▶ Problem requirements: Produce a verbatim copy of the entries listed below.
+++ Source information
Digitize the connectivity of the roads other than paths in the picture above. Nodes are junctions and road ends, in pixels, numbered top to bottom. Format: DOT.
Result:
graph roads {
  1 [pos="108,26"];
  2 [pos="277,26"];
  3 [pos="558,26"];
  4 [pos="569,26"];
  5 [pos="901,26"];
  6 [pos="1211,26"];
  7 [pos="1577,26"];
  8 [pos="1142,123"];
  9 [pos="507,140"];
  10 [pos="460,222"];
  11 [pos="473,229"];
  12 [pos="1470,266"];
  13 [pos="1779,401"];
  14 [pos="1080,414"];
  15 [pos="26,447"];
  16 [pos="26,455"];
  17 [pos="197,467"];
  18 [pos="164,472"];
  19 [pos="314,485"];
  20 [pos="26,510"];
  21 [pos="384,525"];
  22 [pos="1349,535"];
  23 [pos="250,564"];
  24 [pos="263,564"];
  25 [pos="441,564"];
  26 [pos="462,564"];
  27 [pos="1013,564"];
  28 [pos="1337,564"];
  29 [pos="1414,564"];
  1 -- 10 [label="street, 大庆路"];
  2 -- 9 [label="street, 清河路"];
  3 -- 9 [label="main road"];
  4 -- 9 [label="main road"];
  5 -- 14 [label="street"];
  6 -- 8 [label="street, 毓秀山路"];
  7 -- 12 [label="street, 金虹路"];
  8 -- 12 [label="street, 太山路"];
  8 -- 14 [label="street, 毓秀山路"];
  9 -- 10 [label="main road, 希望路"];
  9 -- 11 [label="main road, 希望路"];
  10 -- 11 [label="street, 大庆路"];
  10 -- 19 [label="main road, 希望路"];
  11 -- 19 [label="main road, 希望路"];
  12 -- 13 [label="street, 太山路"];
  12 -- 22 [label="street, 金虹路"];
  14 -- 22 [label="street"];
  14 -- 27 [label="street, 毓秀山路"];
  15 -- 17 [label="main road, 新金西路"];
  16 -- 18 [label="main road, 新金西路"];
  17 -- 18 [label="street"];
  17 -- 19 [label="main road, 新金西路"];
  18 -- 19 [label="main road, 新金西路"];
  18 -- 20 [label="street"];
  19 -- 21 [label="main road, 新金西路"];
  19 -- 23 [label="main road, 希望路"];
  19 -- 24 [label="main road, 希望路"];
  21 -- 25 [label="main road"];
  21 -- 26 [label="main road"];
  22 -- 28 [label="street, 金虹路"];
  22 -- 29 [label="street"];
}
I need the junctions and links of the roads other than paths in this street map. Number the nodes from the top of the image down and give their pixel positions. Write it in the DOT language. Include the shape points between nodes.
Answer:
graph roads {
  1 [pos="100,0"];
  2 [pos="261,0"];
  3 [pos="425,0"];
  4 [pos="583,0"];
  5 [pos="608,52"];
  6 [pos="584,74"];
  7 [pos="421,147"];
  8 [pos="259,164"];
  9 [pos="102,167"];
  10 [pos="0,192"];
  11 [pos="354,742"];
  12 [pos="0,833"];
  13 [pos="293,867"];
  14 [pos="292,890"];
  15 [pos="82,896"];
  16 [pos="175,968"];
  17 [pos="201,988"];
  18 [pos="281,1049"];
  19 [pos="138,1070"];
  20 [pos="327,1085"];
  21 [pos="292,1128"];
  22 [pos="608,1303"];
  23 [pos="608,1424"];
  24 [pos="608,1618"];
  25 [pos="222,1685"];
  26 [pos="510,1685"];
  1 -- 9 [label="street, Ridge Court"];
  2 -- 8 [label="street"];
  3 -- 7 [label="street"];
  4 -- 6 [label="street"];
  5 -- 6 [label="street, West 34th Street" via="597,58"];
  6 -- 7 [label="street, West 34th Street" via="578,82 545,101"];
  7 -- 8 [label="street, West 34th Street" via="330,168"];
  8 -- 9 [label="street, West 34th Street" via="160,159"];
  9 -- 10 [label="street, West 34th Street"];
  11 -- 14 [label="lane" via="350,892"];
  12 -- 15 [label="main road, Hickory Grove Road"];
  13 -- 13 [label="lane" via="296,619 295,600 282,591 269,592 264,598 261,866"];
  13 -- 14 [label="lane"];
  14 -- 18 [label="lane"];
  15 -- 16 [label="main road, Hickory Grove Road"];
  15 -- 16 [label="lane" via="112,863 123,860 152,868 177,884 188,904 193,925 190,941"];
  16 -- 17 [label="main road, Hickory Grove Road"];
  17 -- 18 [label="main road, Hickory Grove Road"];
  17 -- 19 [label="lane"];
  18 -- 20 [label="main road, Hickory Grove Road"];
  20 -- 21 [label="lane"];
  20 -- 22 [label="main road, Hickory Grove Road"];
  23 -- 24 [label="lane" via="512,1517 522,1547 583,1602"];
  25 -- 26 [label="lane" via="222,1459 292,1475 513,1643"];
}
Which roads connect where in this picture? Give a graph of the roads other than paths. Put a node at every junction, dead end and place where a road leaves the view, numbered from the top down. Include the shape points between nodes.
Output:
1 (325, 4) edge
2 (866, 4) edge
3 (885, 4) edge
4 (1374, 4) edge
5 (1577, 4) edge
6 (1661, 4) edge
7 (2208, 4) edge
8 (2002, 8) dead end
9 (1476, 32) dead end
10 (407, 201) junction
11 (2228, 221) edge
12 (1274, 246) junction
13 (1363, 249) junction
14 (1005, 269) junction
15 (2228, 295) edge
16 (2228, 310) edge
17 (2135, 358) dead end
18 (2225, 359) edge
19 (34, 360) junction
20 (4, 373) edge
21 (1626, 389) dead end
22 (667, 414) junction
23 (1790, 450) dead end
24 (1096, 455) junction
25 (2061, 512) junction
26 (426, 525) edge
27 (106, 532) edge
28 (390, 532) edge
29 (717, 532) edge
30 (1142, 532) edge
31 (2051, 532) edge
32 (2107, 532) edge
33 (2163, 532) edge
++++++
▶ Answer space:
Digitize the connectivity of the roads other than paths in the picture above. Nodes are junctions and road ends, in pixels, numbered top to bottom. Format: DOT.
Result:
graph roads {
  1 [pos="108,26"];
  2 [pos="277,26"];
  3 [pos="558,26"];
  4 [pos="569,26"];
  5 [pos="901,26"];
  6 [pos="1211,26"];
  7 [pos="1577,26"];
  8 [pos="1142,123"];
  9 [pos="507,140"];
  10 [pos="460,222"];
  11 [pos="473,229"];
  12 [pos="1470,266"];
  13 [pos="1779,401"];
  14 [pos="1080,414"];
  15 [pos="26,447"];
  16 [pos="26,455"];
  17 [pos="197,467"];
  18 [pos="164,472"];
  19 [pos="314,485"];
  20 [pos="26,510"];
  21 [pos="384,525"];
  22 [pos="1349,535"];
  23 [pos="250,564"];
  24 [pos="263,564"];
  25 [pos="441,564"];
  26 [pos="462,564"];
  27 [pos="1013,564"];
  28 [pos="1337,564"];
  29 [pos="1414,564"];
  1 -- 10 [label="street, 大庆路"];
  2 -- 9 [label="street, 清河路"];
  3 -- 9 [label="main road"];
  4 -- 9 [label="main road"];
  5 -- 14 [label="street"];
  6 -- 8 [label="street, 毓秀山路"];
  7 -- 12 [label="street, 金虹路"];
  8 -- 12 [label="street, 太山路"];
  8 -- 14 [label="street, 毓秀山路"];
  9 -- 10 [label="main road, 希望路"];
  9 -- 11 [label="main road, 希望路"];
  10 -- 11 [label="street, 大庆路"];
  10 -- 19 [label="main road, 希望路"];
  11 -- 19 [label="main road, 希望路"];
  12 -- 13 [label="street, 太山路"];
  12 -- 22 [label="street, 金虹路"];
  14 -- 22 [label="street"];
  14 -- 27 [label="street, 毓秀山路"];
  15 -- 17 [label="main road, 新金西路"];
  16 -- 18 [label="main road, 新金西路"];
  17 -- 18 [label="street"];
  17 -- 19 [label="main road, 新金西路"];
  18 -- 19 [label="main road, 新金西路"];
  18 -- 20 [label="street"];
  19 -- 21 [label="main road, 新金西路"];
  19 -- 23 [label="main road, 希望路"];
  19 -- 24 [label="main road, 希望路"];
  21 -- 25 [label="main road"];
  21 -- 26 [label="main road"];
  22 -- 28 [label="street, 金虹路"];
  22 -- 29 [label="street"];
}
I need the junctions and links of the roads other than paths in this street map. Number the nodes from the top of the image down and give their pixel positions. Write it in the DOT language. Include the shape points between nodes.
Answer:
graph roads {
  1 [pos="100,0"];
  2 [pos="261,0"];
  3 [pos="425,0"];
  4 [pos="583,0"];
  5 [pos="608,52"];
  6 [pos="584,74"];
  7 [pos="421,147"];
  8 [pos="259,164"];
  9 [pos="102,167"];
  10 [pos="0,192"];
  11 [pos="354,742"];
  12 [pos="0,833"];
  13 [pos="293,867"];
  14 [pos="292,890"];
  15 [pos="82,896"];
  16 [pos="175,968"];
  17 [pos="201,988"];
  18 [pos="281,1049"];
  19 [pos="138,1070"];
  20 [pos="327,1085"];
  21 [pos="292,1128"];
  22 [pos="608,1303"];
  23 [pos="608,1424"];
  24 [pos="608,1618"];
  25 [pos="222,1685"];
  26 [pos="510,1685"];
  1 -- 9 [label="street, Ridge Court"];
  2 -- 8 [label="street"];
  3 -- 7 [label="street"];
  4 -- 6 [label="street"];
  5 -- 6 [label="street, West 34th Street" via="597,58"];
  6 -- 7 [label="street, West 34th Street" via="578,82 545,101"];
  7 -- 8 [label="street, West 34th Street" via="330,168"];
  8 -- 9 [label="street, West 34th Street" via="160,159"];
  9 -- 10 [label="street, West 34th Street"];
  11 -- 14 [label="lane" via="350,892"];
  12 -- 15 [label="main road, Hickory Grove Road"];
  13 -- 13 [label="lane" via="296,619 295,600 282,591 269,592 264,598 261,866"];
  13 -- 14 [label="lane"];
  14 -- 18 [label="lane"];
  15 -- 16 [label="main road, Hickory Grove Road"];
  15 -- 16 [label="lane" via="112,863 123,860 152,868 177,884 188,904 193,925 190,941"];
  16 -- 17 [label="main road, Hickory Grove Road"];
  17 -- 18 [label="main road, Hickory Grove Road"];
  17 -- 19 [label="lane"];
  18 -- 20 [label="main road, Hickory Grove Road"];
  20 -- 21 [label="lane"];
  20 -- 22 [label="main road, Hickory Grove Road"];
  23 -- 24 [label="lane" via="512,1517 522,1547 583,1602"];
  25 -- 26 [label="lane" via="222,1459 292,1475 513,1643"];
}
Which roads connect where in this picture? Give a graph of the roads other than paths. Put a node at every junction, dead end and place where a road leaves the view, numbered from the top down. Include the shape points between nodes.
Output:
1 (325, 4) edge
2 (866, 4) edge
3 (885, 4) edge
4 (1374, 4) edge
5 (1577, 4) edge
6 (1661, 4) edge
7 (2208, 4) edge
8 (2002, 8) dead end
9 (1476, 32) dead end
10 (407, 201) junction
11 (2228, 221) edge
12 (1274, 246) junction
13 (1363, 249) junction
14 (1005, 269) junction
15 (2228, 295) edge
16 (2228, 310) edge
17 (2135, 358) dead end
18 (2225, 359) edge
19 (34, 360) junction
20 (4, 373) edge
21 (1626, 389) dead end
22 (667, 414) junction
23 (1790, 450) dead end
24 (1096, 455) junction
25 (2061, 512) junction
26 (426, 525) edge
27 (106, 532) edge
28 (390, 532) edge
29 (717, 532) edge
30 (1142, 532) edge
31 (2051, 532) edge
32 (2107, 532) edge
33 (2163, 532) edge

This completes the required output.